Introducción a la Reforma Previsional

La Reforma Previsional se basa en un Pilar Solidario que atiende a todos los chilenos y chilenas que no tienen ahorros previsionales, o a aquellos que sí los tienen, pero que éstos son muy escasos e integran el grupo de personas de menores ingresos del país. También busca mejorar el sistema de capitalización individual —donde cada uno ahorra para su vejez- junto con incentivar las cotizaciones voluntarias para la futura pensión más allá de lo que exige la ley.

El Pilar Solidario o Sistema de Pensiones Solidarias comenzó a implementarse exitosamente a contar de julio de 2008 y durante su primer año de vigencia, benefició a aproximadamente 620 mil personas. Su aplicación es gradual, lo que permite que sus productos vayan aumentando con el tiempo y beneficiando a un número cada vez mayor de personas hasta alcanzar a 1,3 millones de beneficiarios en el año 2011.

A partir de octubre de 2008, se inició una nueva fase, esta vez sostenida en un Pilar Voluntario, en la que están operando nuevos productos tales como el Subsidio para Trabajadores Jóvenes, el Ahorro Previsional Voluntario Colectivo y la Afiliación Voluntaria para trabajadores Independientes entre otros.

La Reforma Previsional es el resultado del trabajo en equipo de un amplio grupo de personas que partiendo de la propuesta del Consejo Asesor Presidencial para la Reforma Previsional, encabezado por el economista Mario Marcel, planteó la necesidad de hacer el cambio más relevante al sistema de pensiones chileno desde su creación en el año 1980. La Reforma recogió las principales falencias del sistema antiguo que son la baja cobertura, una baja calidad en los beneficios y efectos fiscales negativos y consagra Derechos Sociales, crea un sistema basado en la solidaridad y la equidad, fortalece el rol público del Estado y perfecciona la actual industria de las AFP.

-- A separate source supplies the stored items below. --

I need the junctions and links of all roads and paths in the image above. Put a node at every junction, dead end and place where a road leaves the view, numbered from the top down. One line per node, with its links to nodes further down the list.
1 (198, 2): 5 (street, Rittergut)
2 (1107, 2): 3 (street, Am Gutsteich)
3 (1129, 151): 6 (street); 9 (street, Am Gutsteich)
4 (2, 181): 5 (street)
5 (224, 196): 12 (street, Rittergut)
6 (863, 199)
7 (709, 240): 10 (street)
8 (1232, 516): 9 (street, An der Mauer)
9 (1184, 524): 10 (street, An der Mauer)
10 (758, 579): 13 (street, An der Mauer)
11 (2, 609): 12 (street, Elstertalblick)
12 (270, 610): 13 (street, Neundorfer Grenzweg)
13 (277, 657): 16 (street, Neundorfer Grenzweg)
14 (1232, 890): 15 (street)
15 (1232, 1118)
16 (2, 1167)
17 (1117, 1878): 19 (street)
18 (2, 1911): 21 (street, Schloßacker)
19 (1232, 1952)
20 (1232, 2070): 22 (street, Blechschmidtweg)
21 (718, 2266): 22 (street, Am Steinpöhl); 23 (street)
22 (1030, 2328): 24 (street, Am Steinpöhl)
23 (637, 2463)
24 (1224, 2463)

Con la Reforma se entrega protección social efectiva a toda la población, independiente de las oportunidades que las personas hayan tenido durante su vida activa, reconociéndolos como individuos valiosos que, aunque no hayan cotizado en el sistema previsional, han aportado al país. También refuerza en carácter solidario del sistema, amplía su cobertura y disminuye las discriminaciones de género.

Este gran cambio social es un anhelo largamente esperado por los chilenos, porque implica un avance sustantivo en equidad y justicia social, que permitirá un mejor país para vivir, en el que los adultos mayores tendrán una vejez más digna y libre.